La première gorgée de café et autres plaisirs minuscules

La première gorgée de café et autres plaisirs minuscules

Photo M.A.

Étonnamment, je n’ai jamais vraiment aimé le café. Étonnamment, parce que dans un pays comme le nôtre, le café est un rituel. Au lever du jour ; lors d’une sobhiyyé, mot intraduisible dans une autre langue et qui pourrait être expliqué comme ce moment passé à deux ou à plusieurs, entre le petit déjeuner et le déjeuner, à bavarder autour d’une tasse de café ; après le repas de midi ; dans l’après-midi, accompagné d’un jellab ; en fin de journée et parfois avant de dormir pour pouvoir se réveiller tôt le lendemain. Je bois parfois du café quand j’ai envie qu’on me lise l’avenir à travers les résidus du marc et où, la diseuse de bonne aventure voit une ouverture ou une aaba’ au fond de la tasse où je devrais appuyer mon pouce en y faisant un vœu. Mais le café, ce n’est pas seulement son goût. C’est son odeur. L’arôme des grains, de la poudre et surtout celui qui émane de la rakwé bouillonnante sur le feu. Cette odeur-là, c’est un peu du Liban. Avec ou sans cardamome. Le café fait partie de ces plaisirs minuscules qui subsistent encore. Et des plaisirs minuscules, le Liban en regorge.

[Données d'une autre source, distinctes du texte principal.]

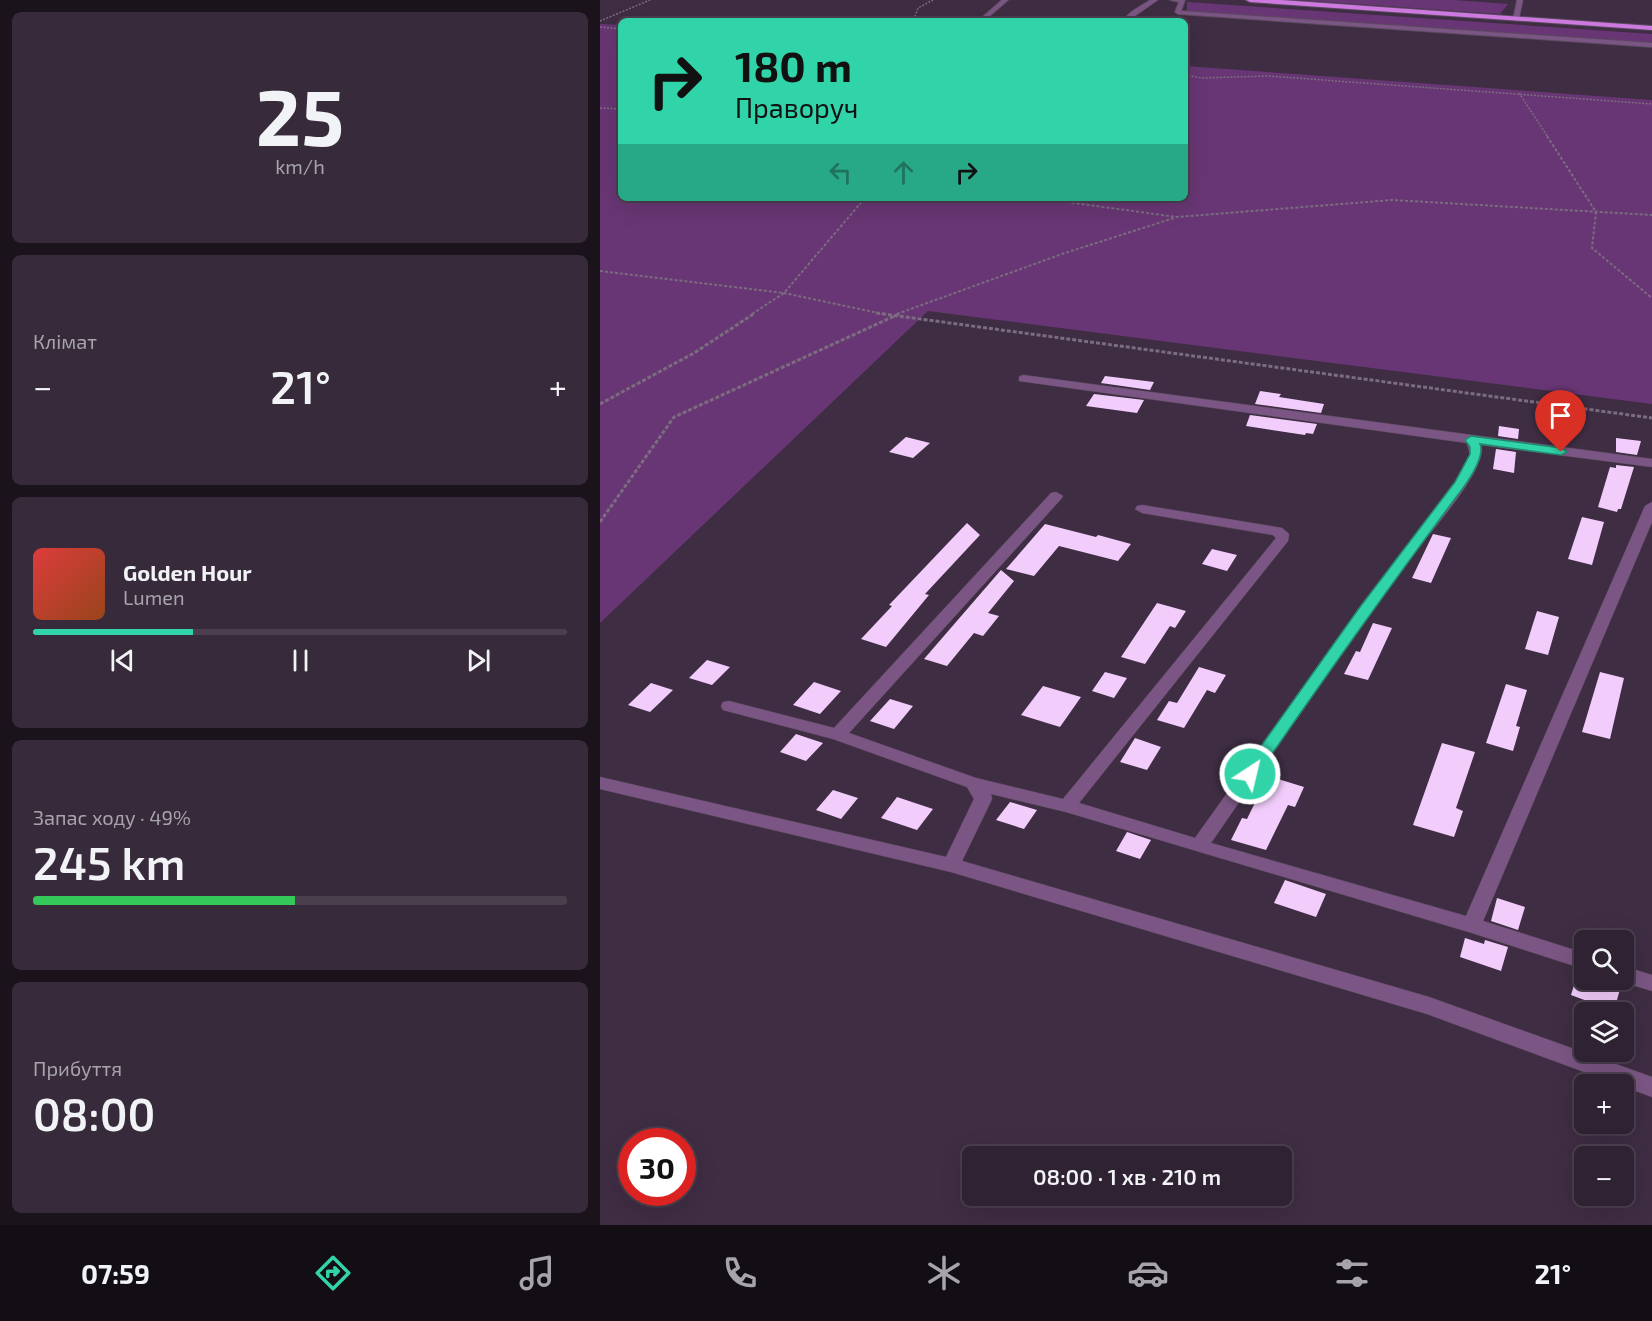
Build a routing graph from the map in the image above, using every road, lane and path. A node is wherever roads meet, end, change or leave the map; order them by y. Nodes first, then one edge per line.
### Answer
1 (650, 0) edge
2 (933, 0) edge
3 (1005, 0) edge
4 (1155, 0) edge
5 (1173, 0) edge
6 (1250, 0) edge
7 (1517, 1) edge
8 (914, 18) edge
9 (984, 18) edge
10 (1127, 18) edge
11 (1516, 19) junction
12 (600, 21) edge
13 (600, 27) edge
14 (618, 28) edge
15 (1652, 29) edge
16 (1652, 45) edge
17 (1188, 76) edge
18 (1519, 93) junction
19 (1652, 104) edge
20 (600, 108) edge
21 (618, 108) edge
22 (862, 201) edge
23 (1059, 201) edge
24 (1596, 212) junction
25 (1652, 215) edge
26 (1177, 217) junction
27 (600, 271) edge
28 (784, 293) junction
29 (1652, 298) edge
30 (891, 316) junction
31 (1023, 379) dead end
32 (600, 404) edge
33 (1652, 418) edge
34 (1471, 440) junction
35 (1652, 463) edge
36 (1056, 496) dead end
37 (1652, 506) edge
38 (1142, 509) dead end
39 (600, 522) edge
40 (729, 706) dead end
41 (838, 735) junction
42 (600, 783) edge
43 (973, 783) junction
44 (1067, 806) junction
45 (1199, 846) junction
46 (951, 865) junction
47 (1472, 925) junction
48 (1574, 959) edge
49 (1634, 977) edge
50 (1652, 983) edge
51 (1652, 1086) edge

1 - 12 path
2 - 8 path
3 - 9 lane
4 - 10 street
5 - 16 lane
6 - 11 highway
7 - 11 street
11 - 15 highway
13 - 14 path
17 - 18 path
18 - 19 path
18 - 24 path
20 - 21 path
22 - 28 path
23 - 26 path
24 - 25 path
24 - 26 path
24 - 29 path
26 - 30 path
27 - 28 path
28 - 30 path
28 - 32 path
30 - 33 path
30 - 39 path
31 - 34 street
34 - 35 street
34 - 45 street
36 - 41 street
37 - 47 street
38 - 44 street
40 - 41 street
41 - 43 street
42 - 46 street
43 - 44 street
43 - 46 street
44 - 45 street
45 - 47 street
46 - 51 street
47 - 48 street
49 - 50 street

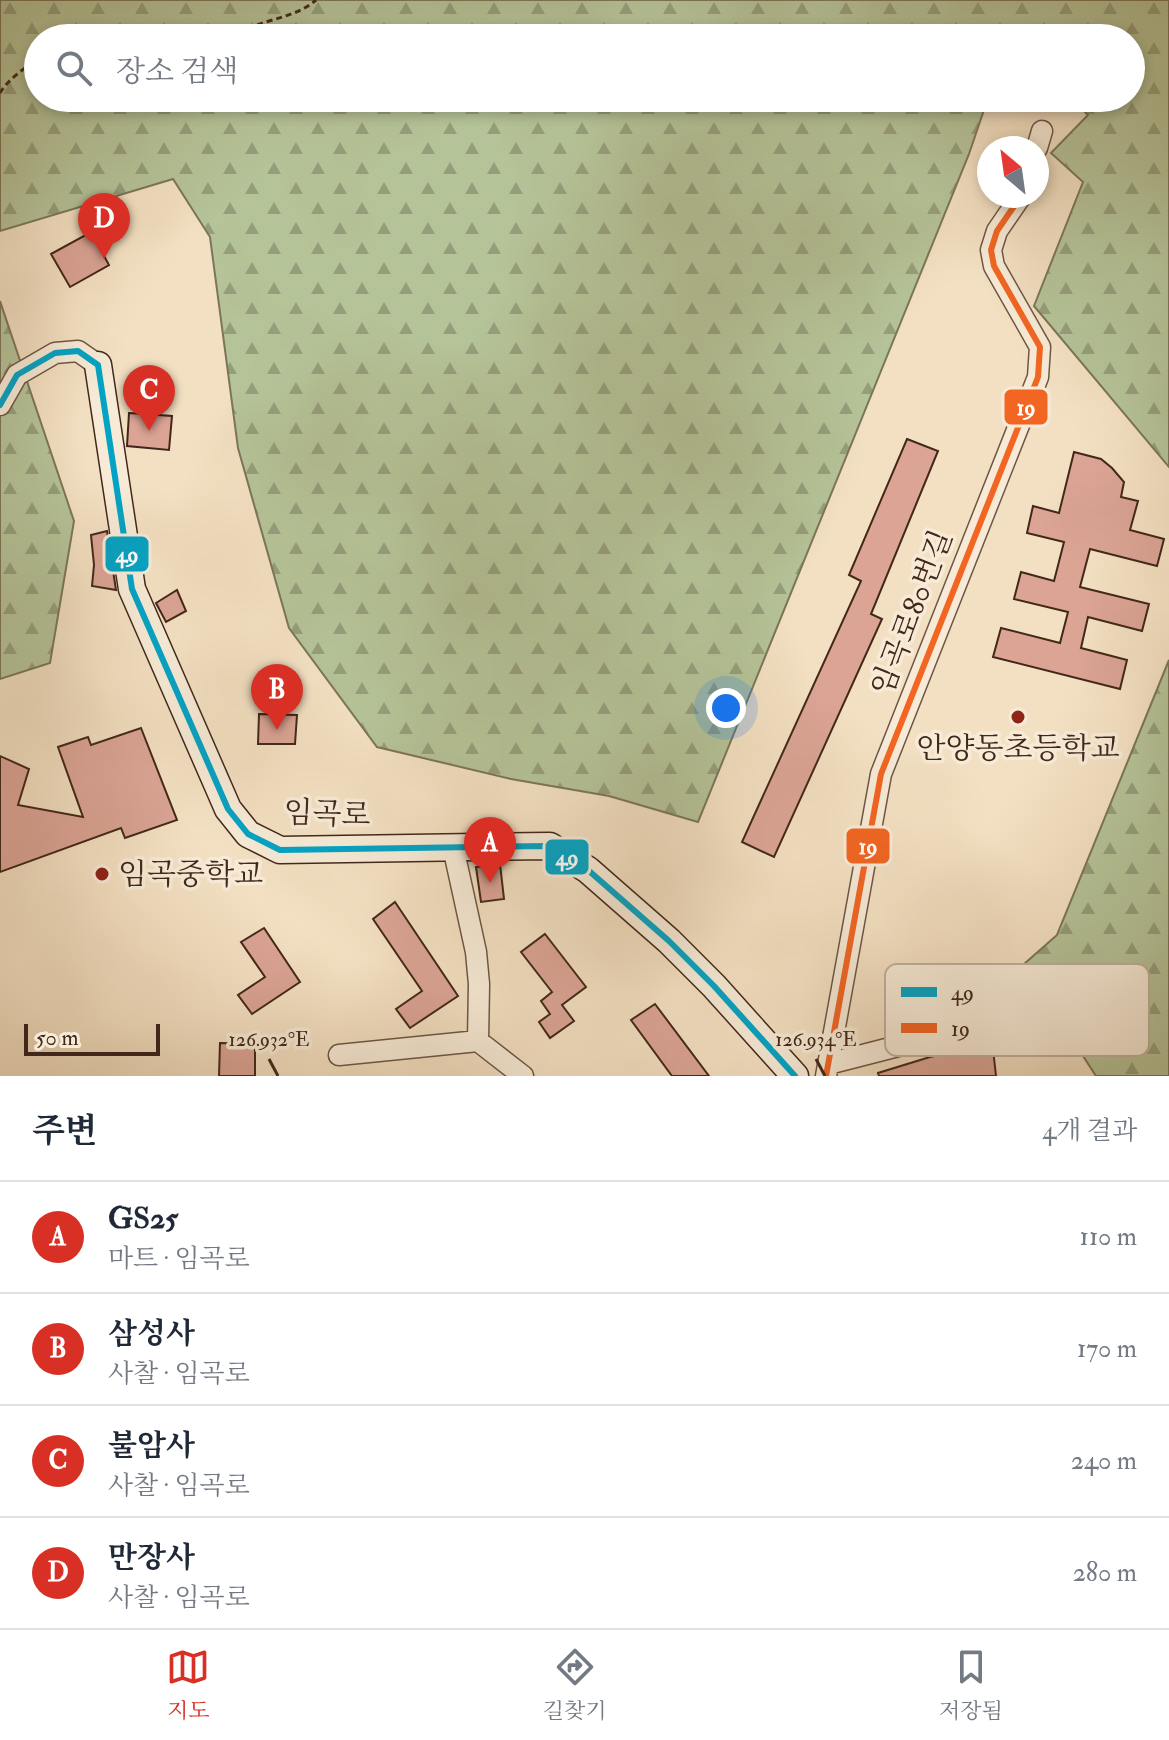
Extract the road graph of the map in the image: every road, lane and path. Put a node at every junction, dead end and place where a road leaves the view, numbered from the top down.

Malgré tout ce que nous traversons, nous avons souvent la possibilité de suspendre le temps à travers une gorgée, une bouchée, un parfum, une chanson, une vue. Ces petits instants qui nous permettent d’oublier, mais surtout de nous remémorer un passé pas si lointain et qui porte étrangement les prémices d’un avenir plus doux. Ces petits instants, c’est la man’ouché et le zaatar qui frémit dans l’huile. C’est la douceur d’un sirop de rose qu’on boit sur la véranda décrépie de la maison familiale en montagne. C’est la montagne et le chant des cigales qui viennent nous bercer au coucher du soleil. C’est ce même coucher de soleil sur l’horizon, qui cache une mer que l’on a violée et dont les côtes auraient pu ressembler à celles que l’on voit sur des cartes postales jaunies. C’est l’arak que l’on boit en mangeant du nay, cette variation de viandes crues que l’on nous conseille de manger accompagnées de notre alcool local parce qu’il tuerait les bactéries. Et même si la légende n’est pas prouvée, elle reste une bonne excuse pour savourer cette boisson aux parfums anisés. C’est le grésillement d’un vieux transistor au fond d’un petit magasin de Douma, où l’on peine à entendre une chanson de Wadih el-Safi. Ce sont toutes ces ritournelles qui nous font valser virtuellement. Ces morceaux d’hier, mais aussi d’aujourd’hui. Raksit Leila de Mashrou’ Leila, qui malgré les années qui passent, nous font danser comme elle. Comme Leila.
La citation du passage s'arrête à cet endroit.